Evidentemente, isso tem uma conexão direta com a passagem do governo Dilma para o campo da reação, isto é, da mais devastadora política pró-imperialista desde Campos Salles e Fernando Henrique. Mas, por enquanto, fiquemos por aqui.
PÚBLICO
Voltemos ao esquema do PMDB na diretoria internacional da Petrobrás.
A denúncia do Ministério Público comprova a participação de Henriques como atravessador de propinas nos seguintes negócios:
1) Contratação da Odebrecht para a área de SMS (Segurança, Meio Ambiente e Saúde) em nove países nos quais a Petrobrás atua (Argentina, Bolívia, Chile, Colômbia, Equador, EUA, Japão, Paraguai e Uruguai), além do Brasil, para “controle de emissão de poluentes, saúde dos trabalhadores (nível de ruído, exposição a agentes nocivos) e segurança nas instalações da empresa).
Como frisa o juiz Sérgio Moro, já existe um processo na Justiça estadual do Rio de Janeiro, em que o superfaturamento nessa contratação é calculado em US$ 344 milhões (trezentos e quarenta e quatro milhões de dólares) – este é o valor que a Petrobrás, após auditoria, considerou que era não justificado.
Ao início, nos pareceu incrível tal superfaturamento.

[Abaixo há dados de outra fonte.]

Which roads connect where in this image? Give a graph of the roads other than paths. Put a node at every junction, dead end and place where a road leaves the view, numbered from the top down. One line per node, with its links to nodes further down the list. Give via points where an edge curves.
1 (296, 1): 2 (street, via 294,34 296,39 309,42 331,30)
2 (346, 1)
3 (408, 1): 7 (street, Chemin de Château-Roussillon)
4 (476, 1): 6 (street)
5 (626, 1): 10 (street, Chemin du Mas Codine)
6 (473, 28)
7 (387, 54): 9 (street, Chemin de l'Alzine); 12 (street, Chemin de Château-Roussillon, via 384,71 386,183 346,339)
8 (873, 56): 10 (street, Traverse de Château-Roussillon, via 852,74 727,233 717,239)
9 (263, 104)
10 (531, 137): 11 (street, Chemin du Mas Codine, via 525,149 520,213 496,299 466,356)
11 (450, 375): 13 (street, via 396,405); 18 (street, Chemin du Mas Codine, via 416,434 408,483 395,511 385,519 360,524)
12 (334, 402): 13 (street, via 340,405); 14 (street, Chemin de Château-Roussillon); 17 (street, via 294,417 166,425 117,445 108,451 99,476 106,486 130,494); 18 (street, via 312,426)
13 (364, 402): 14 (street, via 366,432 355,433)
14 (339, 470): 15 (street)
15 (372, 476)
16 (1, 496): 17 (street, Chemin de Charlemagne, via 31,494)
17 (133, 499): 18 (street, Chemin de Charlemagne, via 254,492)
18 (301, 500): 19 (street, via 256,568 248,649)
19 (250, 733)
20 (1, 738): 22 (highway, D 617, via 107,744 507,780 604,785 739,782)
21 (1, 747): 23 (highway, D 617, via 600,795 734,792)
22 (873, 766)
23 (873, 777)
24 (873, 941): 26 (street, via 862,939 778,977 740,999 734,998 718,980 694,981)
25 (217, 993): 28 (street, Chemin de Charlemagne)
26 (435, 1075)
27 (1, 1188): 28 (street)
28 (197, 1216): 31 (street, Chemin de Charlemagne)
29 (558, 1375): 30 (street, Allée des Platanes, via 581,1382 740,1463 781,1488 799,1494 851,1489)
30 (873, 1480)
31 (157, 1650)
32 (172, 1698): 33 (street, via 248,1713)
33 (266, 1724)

Infelizmente, depois de ler as auditorias da Petrobrás (há mais de uma), achamos que é perfeitamente possível.
Há uma série quase infinita de irregularidades administrativas, constatadas pela própria Petrobrás, perpetradas pelo então diretor internacional Jorge Zelada, contra as instâncias de decisão dentro da própria Petrobrás. Mas nos parece evidente que tal movimentação por fora dos procedimentos habituais, envolvendo somas que vão – no total dos casos citados – a mais de US$ 5 bilhões (cinco bilhões de dólares), não poderia ser feita de forma imperceptível. E, realmente, não foi assim. Vários funcionários da Petrobrás apontaram, desde muito cedo, as irregularidades.
Quem não tomou providências foi o governo – e seus prepostos na Petrobrás, inclusive a atual presidente Dilma Rousseff, que foi presidente do Conselho de Administração da Petrobrás de janeiro de 2003 a março de 2010.

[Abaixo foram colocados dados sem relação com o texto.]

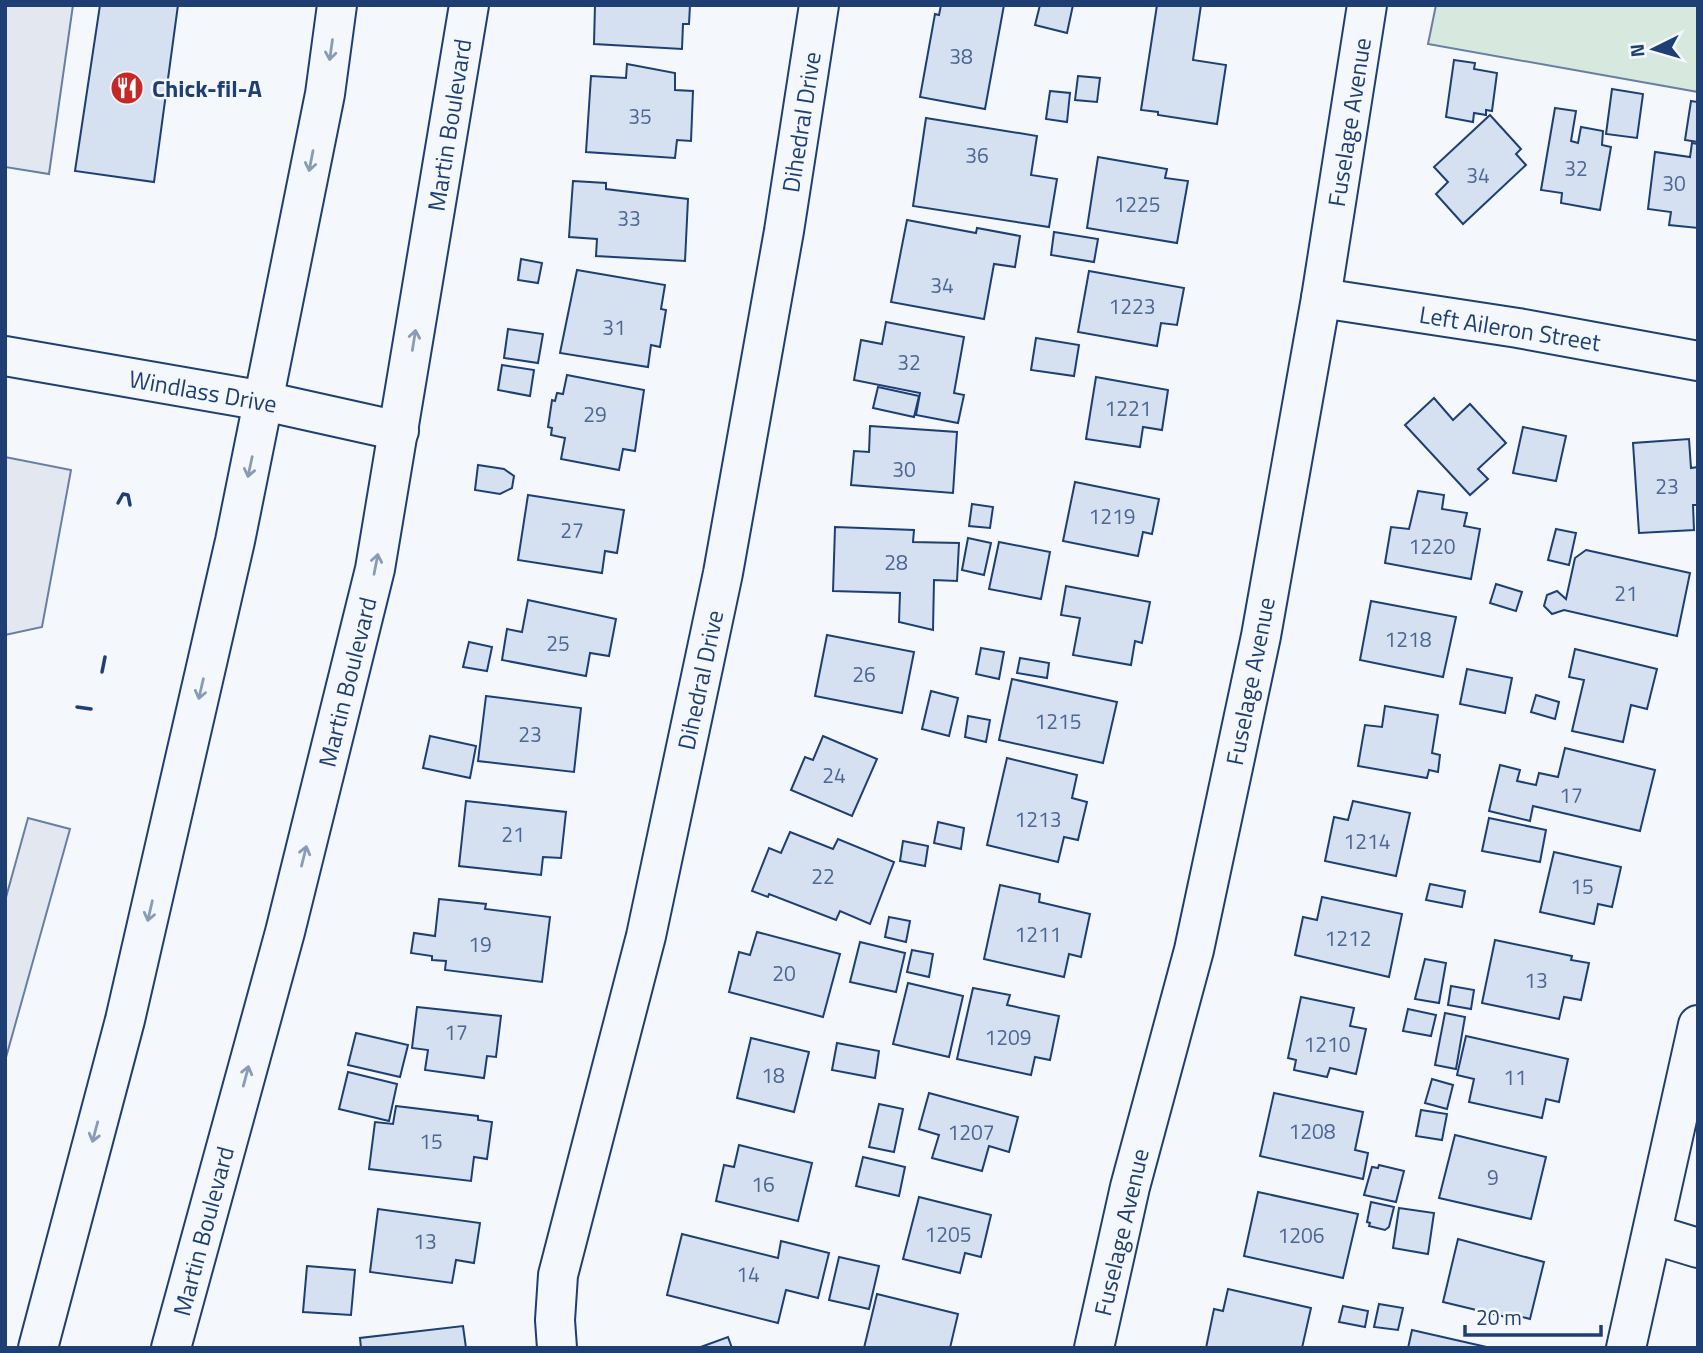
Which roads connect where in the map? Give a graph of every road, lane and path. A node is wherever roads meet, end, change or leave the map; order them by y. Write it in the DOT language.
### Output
graph roads {
  1 [pos="337,5"];
  2 [pos="468,5"];
  3 [pos="819,5"];
  4 [pos="1367,5"];
  5 [pos="1321,298"];
  6 [pos="5,356"];
  7 [pos="1698,361"];
  8 [pos="264,401"];
  9 [pos="399,431"];
  10 [pos="1698,1025"];
  11 [pos="1652,1234"];
  12 [pos="1698,1248"];
  13 [pos="38,1348"];
  14 [pos="172,1348"];
  15 [pos="557,1348"];
  16 [pos="1094,1348"];
  17 [pos="1626,1348"];
  1 -- 8 [label="street, one-way"];
  9 -- 2 [label="street, Martin Boulevard, one-way"];
  3 -- 15 [label="street, Dihedral Drive"];
  4 -- 5 [label="street, Fuselage Avenue"];
  5 -- 7 [label="street, Left Aileron Street"];
  5 -- 16 [label="street, Fuselage Avenue"];
  6 -- 8 [label="street, Windlass Drive"];
  8 -- 9 [label="street, Windlass Drive"];
  8 -- 13 [label="street, one-way"];
  14 -- 9 [label="street, Martin Boulevard, one-way"];
  10 -- 11 [label="street"];
  11 -- 12 [label="street"];
  11 -- 17 [label="street"];
}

Vejamos a incrível rapidez para entregar à Odebrecht um contrato de quase um bilhão de dólares.
A Comissão de Licitação foi instalada em 22/6/2010 e encerrada dois meses depois. Foi tão rápida – para um contrato que envolvia a realidade, inclusive jurídica, de 10 países – que três de seus membros nem mesmo chegaram a participar das decisões.
Foram convidadas a participar da licitação as seguintes empresas: Construtora Norberto Odebrecht (CNO), Construtora Camargo Corrêa, Construtora Andrade Gutierrez, Construtora OAS, KBR Inc, Mitsui & Co Ltd., Marubeni do Brasil e Bechtel Corporation.
Apenas três empresas apresentaram propostas: Construtora Norberto Odebrecht, Construtora Camargo Corrêa e Construtora Andrade Gutierrez.
Em 23/08/2010, portanto, dois meses após a instalação da Comissão de licitação, a Odebrecht foi dada como vencedora, pelo preço de US$ 825.660.293,79 (825 milhões, 660 mil, 293 dólares e 79 cents), mais de 40 milhões de dólares acima do cálculo da Petrobrás (US$ 784.217.180,13).
Diz o relatório do agente Rodrigo Prado Pereira, da Polícia Federal, que investigou esse malfeito, ao delegado Eduardo Mauat da Silva, também da PF:
“… o Relatório de Auditoria R 9265/2011 [da Petrobrás] apontou pelo menos 12 irregularidades que desqualificariam a proposta vencedora da licitação modalidade CONVITE, incluindo o fato da empresa contratada não atuar na área exigida (SMS), inclusão de serviços de manutenção incompatíveis com as instalações onde seriam executadas, inserção de 3.856 itens de serviços sem fundamentação técnica, falta de qualidade e clareza das informações técnicas essenciais ao correto e adequado entendimento do escopo contratual, além de outros” (cf. PF/DELEFIN, Informação nº 93/2014, pág. 12, 09/10/2014).